Lagos Generates N436bn in 2016, Seeks N100bn from Capital Market


Rakes in N3.99 billion from land use charge
Gboyega Akinsanmi
The Lagos State Government on Monday said it raked in N436.328 billion in 2016 as internal revenue, about 10 per cent more than what it generated in 2015.

Consistent with its 2017 Appropriation Act, the state government said it would soon approach the capital market to raise N100 billion from the N500 billion bond programme it initiated in December 2016.

The State Commissioner for Finance, Mr. Akinyemi Ashade, gave the figure at a news conference he addressed at Alausa on Monday alongside his Information and Strategy counterpart, Mr. Steve Ayorinde, and the state’s Accountant-General, Mrs.

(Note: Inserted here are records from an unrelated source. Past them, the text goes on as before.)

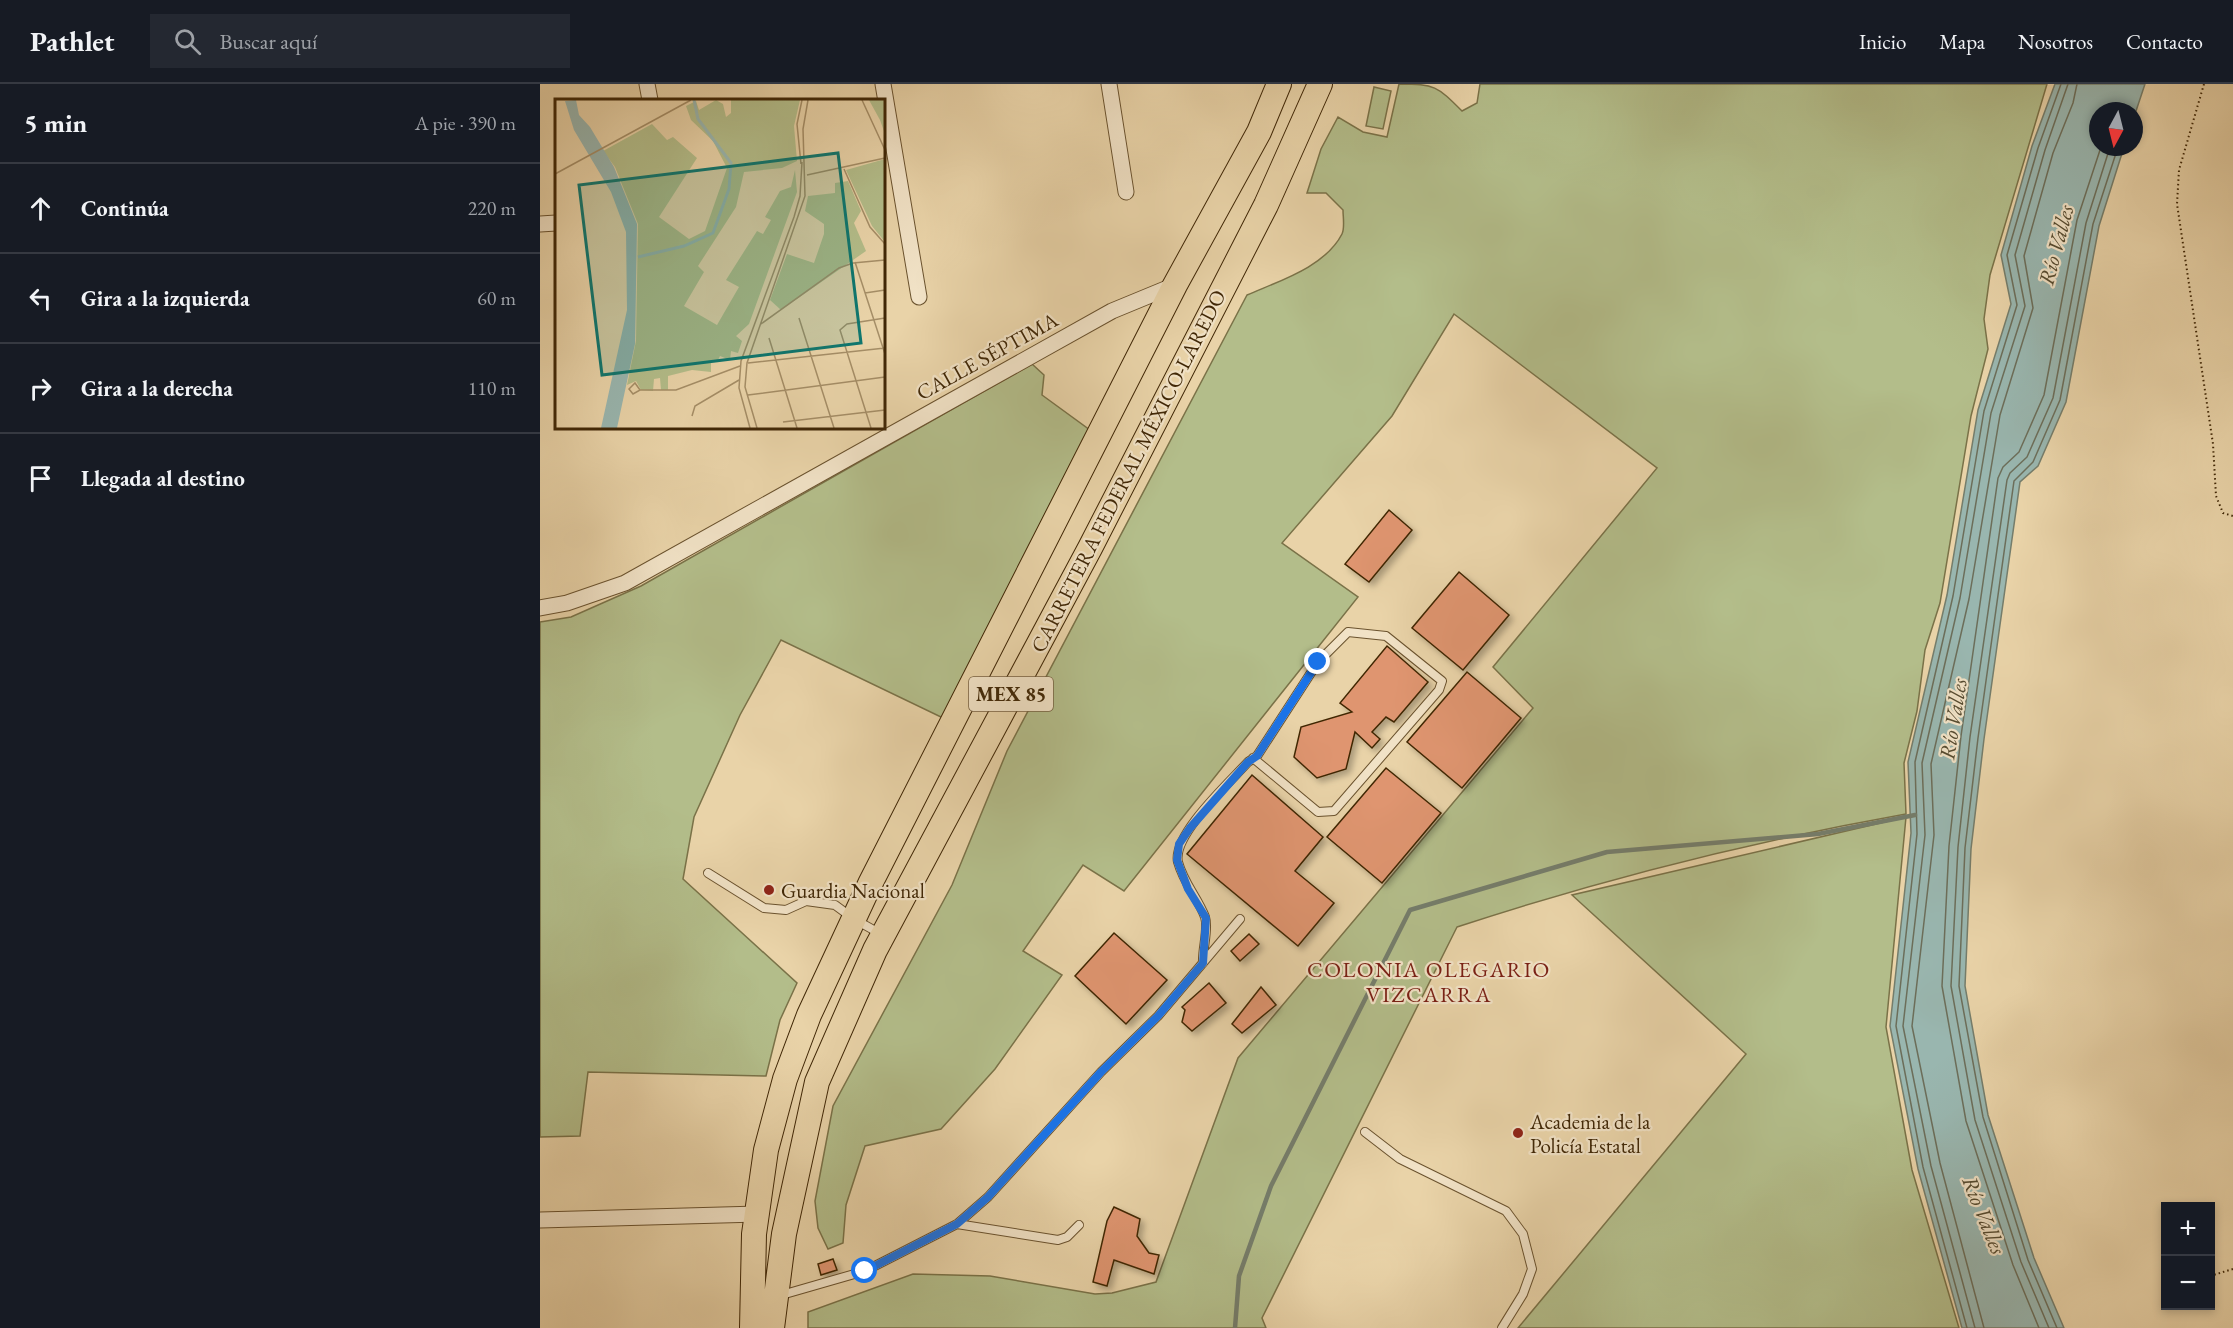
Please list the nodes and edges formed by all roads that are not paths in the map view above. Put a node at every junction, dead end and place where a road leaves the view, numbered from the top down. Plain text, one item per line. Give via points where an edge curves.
1 (647, 84) edge
2 (883, 84) edge
3 (1109, 84) edge
4 (1279, 84) edge
5 (1320, 84) edge
6 (650, 99) edge
7 (1126, 192) dead end
8 (555, 223) edge
9 (540, 224) edge
10 (1175, 285) junction
11 (919, 297) dead end
12 (540, 608) edge
13 (1253, 758) junction
14 (708, 873) dead end
15 (854, 919) junction
16 (1240, 919) dead end
17 (883, 935) junction
18 (1203, 963) junction
19 (1365, 1132) dead end
20 (540, 1220) edge
21 (756, 1224) junction
22 (957, 1224) junction
23 (1079, 1225) dead end
24 (784, 1234) junction
25 (785, 1294) junction
26 (737, 1328) edge
27 (752, 1328) edge
28 (772, 1328) edge
29 (786, 1328) edge
30 (1502, 1328) edge

1 - 6 street
2 - 11 street
3 - 7 street
4 - 10 main road, CARRETERA FEDERAL MÉXICO-LAREDO / MEX 85 via 1259,132
5 - 17 main road, CARRETERA FEDERAL MÉXICO-LAREDO / MEX 85 via 1266,205 1090,548
8 - 9 street
10 - 12 street, CALLE SÉPTIMA via 1112,310 625,583
10 - 15 main road, CARRETERA FEDERAL MÉXICO-LAREDO / MEX 85
13 - 13 lane via 1318,662 1348,632 1386,636 1442,681 1439,690 1334,811 1318,813
13 - 18 lane via 1179,844 1177,860 1188,889 1206,918
14 - 15 lane via 764,908 786,910 806,901 836,905
15 - 17 lane
15 - 21 main road, CARRETERA FEDERAL MÉXICO-LAREDO / MEX 85 via 808,1015 784,1079 766,1150
16 - 18 lane
17 - 24 main road, CARRETERA FEDERAL MÉXICO-LAREDO / MEX 85 via 817,1082
18 - 22 lane via 988,1197
19 - 30 lane via 1400,1158 1506,1211 1523,1234 1532,1269 1523,1294
20 - 21 street
21 - 26 main road
21 - 27 main road, CARRETERA FEDERAL MÉXICO-LAREDO / MEX 85
22 - 23 lane via 1058,1240
22 - 25 lane via 865,1271
24 - 25 main road
24 - 28 main road, CARRETERA FEDERAL MÉXICO-LAREDO / MEX 85
25 - 29 main road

Abimbola Umar, among others.

At the conference, Ashade said the sum of N436.328 billion the administration of Governor Akinwunmi Ambode generated in 2016 exceeded what was generated in 2015.

In 2016, Ashade said the existing strategic financial management framework of the state’s resources was steadfastly sustained and this resulted in steady improvement of the state’s revenue.
He noted that total revenue of N436.328 billion “was realised in the 2016 compared to N399.382 billion in 2015. In relative terms, the revenue performance was N36.946 billion more when compared with the year 2015.“Total Internally Generated Revenue for the year 2016 was N312.820 billion which represents 75 per cent of the projection and 72 per cent of total revenue, compared with N247.946 billion, representing 80 percent of the projection and 69 per cent of total revenue for 2015.”

Ashade added that the Lagos State Internal Revenue Service (LIRS) revenue for 2016 was put at N247.022 billion, representing 80 percent of the estimate, 79 per cent of total IGR and 57 per cent of total revenue.
When compared with 2015, Ashade said the state generated N225.041 billion, which he said, represented 81 per cent of the estimate, 79 per cent of IGR and 56 per cent of total revenue for the year 2015.

Speaking on the state’s land use charge (LUC), Ashade explained the dynamism the state had brought into the expansion of land use charge in the last one year, noting that more payment channels were introduced to cater for the large number of people that needed to pay the charge.

In some cases, he banks were encouraged to establish their presence at tax and revenue centres, including LUC centres to reduce incidence of cash transaction and attendant frauds that might arose.
He said the innovations and public awareness campaigns adopted by government had drastically increased the state’s LUC revenue generation from N6.156 billion in 2015 to N7.156 billion in 2016, disclosing that in the first quarter of 2017, LUC collections stood N3.99 billion.

However, Ashade said the LUC Assessment Appeal Tribunal, which he said the state government set up to address diverse issues that might arise, would continue “to give opportunity to the public to resolve LUC issues by mediation instead of going to regular courts.

“In the year under review, the tribunal treated over 500 cases. 195 of those cases were resolved amicably and payments made immediately by the property owners, while the others which involved minor amendments to the bills were also resolved amicably,” he explained.

On the Lagos State Bond Issuance Programme, the commissioner explained that the state government had continued “to utilise the domestic capital markets to raise funds in line with its vision of using sustainable budgetary deficit arrangements to grow the state’s GDP.

“In line with our medium to long term finance strategy, the N500 billion bond programme was established in December 2016 with the N47 billion bond being its first tranche raised from the capital market.
“We are at an advanced stage in line with the 2017 appropriation law to approach the capital market for issuance of N100 billion bond in series 11 through book building subject to regular provisions.

“While the state government is pursuing the N500 billion bond programmes, it has continued to ensure a strong and healthy debt sustainability regime leading to improved local and international ratings for the state and its debt instruments. In February 2017, Fitch Ratings (an international ratings agency) affirmed the long-term national rating at “AA+” with a stable outlook.

“Sequel to the approval of Development Policy Operation (DPO) III by the Federal Executive Council and in compliance with conditions precedent to draw down; the World Bank approved the disbursement of the third tranche of $200 million facility in April 2016 to the state.
“The state government has been servicing its external debt consistently with the Debt Management Office (DMO) in Abuja, deducting at source from the state government statutory allocation to effect repayment of both local and foreign loans,” the governor explained.